### The data
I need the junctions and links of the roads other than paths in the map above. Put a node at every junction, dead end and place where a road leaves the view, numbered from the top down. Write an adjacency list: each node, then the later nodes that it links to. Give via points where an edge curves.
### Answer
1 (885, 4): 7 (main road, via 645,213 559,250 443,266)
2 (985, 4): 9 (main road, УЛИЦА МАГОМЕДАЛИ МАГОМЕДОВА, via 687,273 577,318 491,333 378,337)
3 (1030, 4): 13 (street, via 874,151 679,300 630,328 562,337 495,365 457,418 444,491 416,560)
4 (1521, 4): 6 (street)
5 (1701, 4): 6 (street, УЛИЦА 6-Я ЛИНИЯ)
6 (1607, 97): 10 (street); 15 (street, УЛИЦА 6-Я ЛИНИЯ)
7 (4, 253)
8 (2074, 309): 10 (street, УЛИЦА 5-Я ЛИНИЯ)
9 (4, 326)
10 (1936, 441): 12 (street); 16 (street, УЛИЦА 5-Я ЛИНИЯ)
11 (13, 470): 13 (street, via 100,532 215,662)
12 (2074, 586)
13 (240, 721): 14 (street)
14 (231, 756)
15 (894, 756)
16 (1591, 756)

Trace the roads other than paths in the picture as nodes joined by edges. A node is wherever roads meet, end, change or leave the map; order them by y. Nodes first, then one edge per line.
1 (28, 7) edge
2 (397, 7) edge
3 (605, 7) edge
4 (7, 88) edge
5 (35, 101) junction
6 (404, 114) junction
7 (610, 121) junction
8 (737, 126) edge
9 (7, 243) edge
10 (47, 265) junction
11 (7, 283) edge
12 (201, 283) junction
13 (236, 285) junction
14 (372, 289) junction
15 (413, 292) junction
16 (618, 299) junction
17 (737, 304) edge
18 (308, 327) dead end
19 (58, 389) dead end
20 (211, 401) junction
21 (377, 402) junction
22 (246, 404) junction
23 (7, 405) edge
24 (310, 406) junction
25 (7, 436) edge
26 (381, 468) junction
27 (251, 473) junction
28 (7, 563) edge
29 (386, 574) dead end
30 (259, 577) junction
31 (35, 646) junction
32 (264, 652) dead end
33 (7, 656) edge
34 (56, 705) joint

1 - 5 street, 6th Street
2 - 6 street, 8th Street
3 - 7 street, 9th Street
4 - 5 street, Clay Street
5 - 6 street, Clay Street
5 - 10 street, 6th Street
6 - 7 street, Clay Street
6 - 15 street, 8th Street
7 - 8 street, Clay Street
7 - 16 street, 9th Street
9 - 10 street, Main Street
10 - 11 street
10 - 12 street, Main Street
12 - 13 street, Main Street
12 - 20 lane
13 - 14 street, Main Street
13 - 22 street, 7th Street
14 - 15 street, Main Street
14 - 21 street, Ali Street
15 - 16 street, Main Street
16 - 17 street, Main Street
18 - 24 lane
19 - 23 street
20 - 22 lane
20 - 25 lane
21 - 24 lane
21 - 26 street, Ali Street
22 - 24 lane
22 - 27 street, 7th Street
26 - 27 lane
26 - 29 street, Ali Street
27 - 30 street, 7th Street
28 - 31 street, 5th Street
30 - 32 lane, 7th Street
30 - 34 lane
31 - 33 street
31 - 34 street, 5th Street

### What you should do
Please output the complete data exactly.

### Result
I need the junctions and links of the roads other than paths in the map above. Put a node at every junction, dead end and place where a road leaves the view, numbered from the top down. Write an adjacency list: each node, then the later nodes that it links to. Give via points where an edge curves.
### Answer
1 (885, 4): 7 (main road, via 645,213 559,250 443,266)
2 (985, 4): 9 (main road, УЛИЦА МАГОМЕДАЛИ МАГОМЕДОВА, via 687,273 577,318 491,333 378,337)
3 (1030, 4): 13 (street, via 874,151 679,300 630,328 562,337 495,365 457,418 444,491 416,560)
4 (1521, 4): 6 (street)
5 (1701, 4): 6 (street, УЛИЦА 6-Я ЛИНИЯ)
6 (1607, 97): 10 (street); 15 (street, УЛИЦА 6-Я ЛИНИЯ)
7 (4, 253)
8 (2074, 309): 10 (street, УЛИЦА 5-Я ЛИНИЯ)
9 (4, 326)
10 (1936, 441): 12 (street); 16 (street, УЛИЦА 5-Я ЛИНИЯ)
11 (13, 470): 13 (street, via 100,532 215,662)
12 (2074, 586)
13 (240, 721): 14 (street)
14 (231, 756)
15 (894, 756)
16 (1591, 756)

Trace the roads other than paths in the picture as nodes joined by edges. A node is wherever roads meet, end, change or leave the map; order them by y. Nodes first, then one edge per line.
1 (28, 7) edge
2 (397, 7) edge
3 (605, 7) edge
4 (7, 88) edge
5 (35, 101) junction
6 (404, 114) junction
7 (610, 121) junction
8 (737, 126) edge
9 (7, 243) edge
10 (47, 265) junction
11 (7, 283) edge
12 (201, 283) junction
13 (236, 285) junction
14 (372, 289) junction
15 (413, 292) junction
16 (618, 299) junction
17 (737, 304) edge
18 (308, 327) dead end
19 (58, 389) dead end
20 (211, 401) junction
21 (377, 402) junction
22 (246, 404) junction
23 (7, 405) edge
24 (310, 406) junction
25 (7, 436) edge
26 (381, 468) junction
27 (251, 473) junction
28 (7, 563) edge
29 (386, 574) dead end
30 (259, 577) junction
31 (35, 646) junction
32 (264, 652) dead end
33 (7, 656) edge
34 (56, 705) joint

1 - 5 street, 6th Street
2 - 6 street, 8th Street
3 - 7 street, 9th Street
4 - 5 street, Clay Street
5 - 6 street, Clay Street
5 - 10 street, 6th Street
6 - 7 street, Clay Street
6 - 15 street, 8th Street
7 - 8 street, Clay Street
7 - 16 street, 9th Street
9 - 10 street, Main Street
10 - 11 street
10 - 12 street, Main Street
12 - 13 street, Main Street
12 - 20 lane
13 - 14 street, Main Street
13 - 22 street, 7th Street
14 - 15 street, Main Street
14 - 21 street, Ali Street
15 - 16 street, Main Street
16 - 17 street, Main Street
18 - 24 lane
19 - 23 street
20 - 22 lane
20 - 25 lane
21 - 24 lane
21 - 26 street, Ali Street
22 - 24 lane
22 - 27 street, 7th Street
26 - 27 lane
26 - 29 street, Ali Street
27 - 30 street, 7th Street
28 - 31 street, 5th Street
30 - 32 lane, 7th Street
30 - 34 lane
31 - 33 street
31 - 34 street, 5th Street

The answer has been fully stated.